VICENTE TORRIJOS R. | El Nuevo Siglo
Martes, 27 de Marzo de 2012

www.alberteinstein.info

 Estoy  pensando en las tablillas romanas, la biblioteca imperial de Bizancio, la de Sarajevo, los archivos del Nuevo Mundo o la biblioteca de Alejandría.

Las veo ardiendo a todas ellas alimentando el fuego de la ignorancia y el odio. Destrucción deliberada que quería borrar la identidad del otro, negar el acierto científico o eliminar para siempre cualquier rastro de fe, creencia o religión distinta.

Pienso también en los centenares de documentos valiosos que se perdieron en las bibliotecas de Hiroshima y Nagasaki.

Por supuesto, los padres del arma atómica debieron sufrir mucho con sólo imaginarlo y no en vano se convirtieron luego en los principales promotores del desarme nuclear.

Pero en su momento, al fragor de la Segunda Guerra, ellos no pudieron resistir el terrible dilema moral (¿del “mal menor”?) basado en la consideración de que el Tercer Reich podría acceder antes que los Aliados a semejante capacidad destructiva.

De hecho, Albert Einstein le escribió una carta contundente al presidente Roosevelt animándolo a tomar partido de inmediato pues, como lo diría más tarde, “si nosotros ayudamos a construir la nueva arma”, lo hicimos justamente para “impedir que los enemigos de la humanidad lo hicieran antes: dada su mentalidad, los nazis habrían consumado la destrucción y la esclavitud del resto del mundo”.

Militante y activista del Partido Democrático Alemán desde finales de la Primera Guerra, él se opuso frontalmente a las altanerías expansionistas del káiser y prefirió mantenerse siempre en el ideal republicano al lado de notables intelectuales como Max Weber, Thomas Mann y Theodor Heuss.

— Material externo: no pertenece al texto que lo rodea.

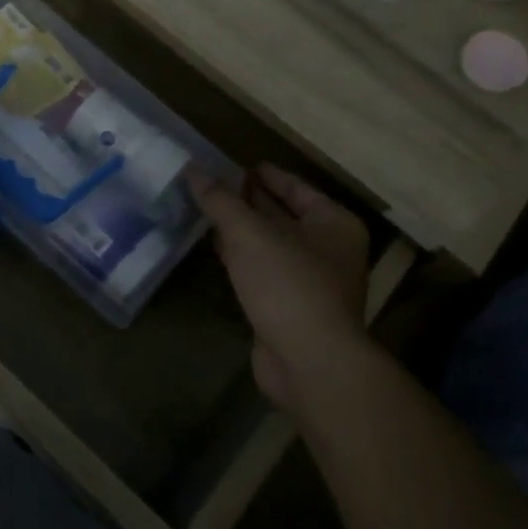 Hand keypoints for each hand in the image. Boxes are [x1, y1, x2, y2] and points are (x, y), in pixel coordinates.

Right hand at [191, 165, 370, 416]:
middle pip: (284, 215)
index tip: (233, 165)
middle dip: (249, 202)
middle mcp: (329, 250)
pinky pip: (264, 273)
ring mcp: (312, 283)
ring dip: (242, 232)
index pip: (296, 187)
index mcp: (334, 223)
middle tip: (212, 186)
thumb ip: (220, 200)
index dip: (264, 175)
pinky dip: (242, 260)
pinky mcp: (292, 310)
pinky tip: (217, 252)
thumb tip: (193, 171)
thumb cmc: (288, 284)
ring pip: (271, 246)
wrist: (309, 362)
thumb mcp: (249, 233)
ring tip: (206, 214) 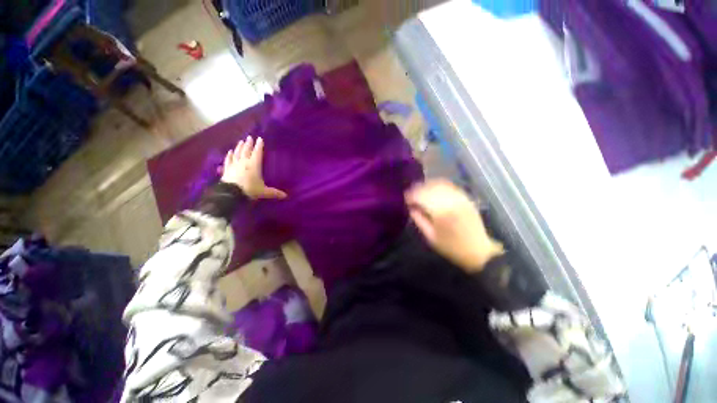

Premio Nobel en 1921 con tan solo 42 años, el físico no pudo tolerar el ascenso del Partido Nacional Socialista y resolvió irse a enseñar a Princeton, a finales del 32, antes que ver en el poder a la esquizofrenia hitleriana sólo dos meses más tarde.

“Para la camarilla nazi”, decía, “los judíos no son sólo un medio que desvía el resentimiento que el pueblo experimenta contra sus opresores; (los nazis) ven también en los judíos un elemento inadaptable que no puede aceptar el dogma y que amenaza su autoridad. La prueba es la fastuosa ceremonia de la quema de libros ofrecida como espectáculo por el régimen poco tiempo después de adueñarse del poder”.

Quema de libros, del legado, de las ideas. Atrocidades de las que ahora el propio Einstein y la humanidad entera pueden sentirse a salvo porque la Universidad Hebrea de Jerusalén se ha dado a la tarea de poner en el ciberespacio toda su producción, sus cartas, sus notas y hasta las confesiones más profundas del lúcido profesor, ateo, vegetariano y socialista.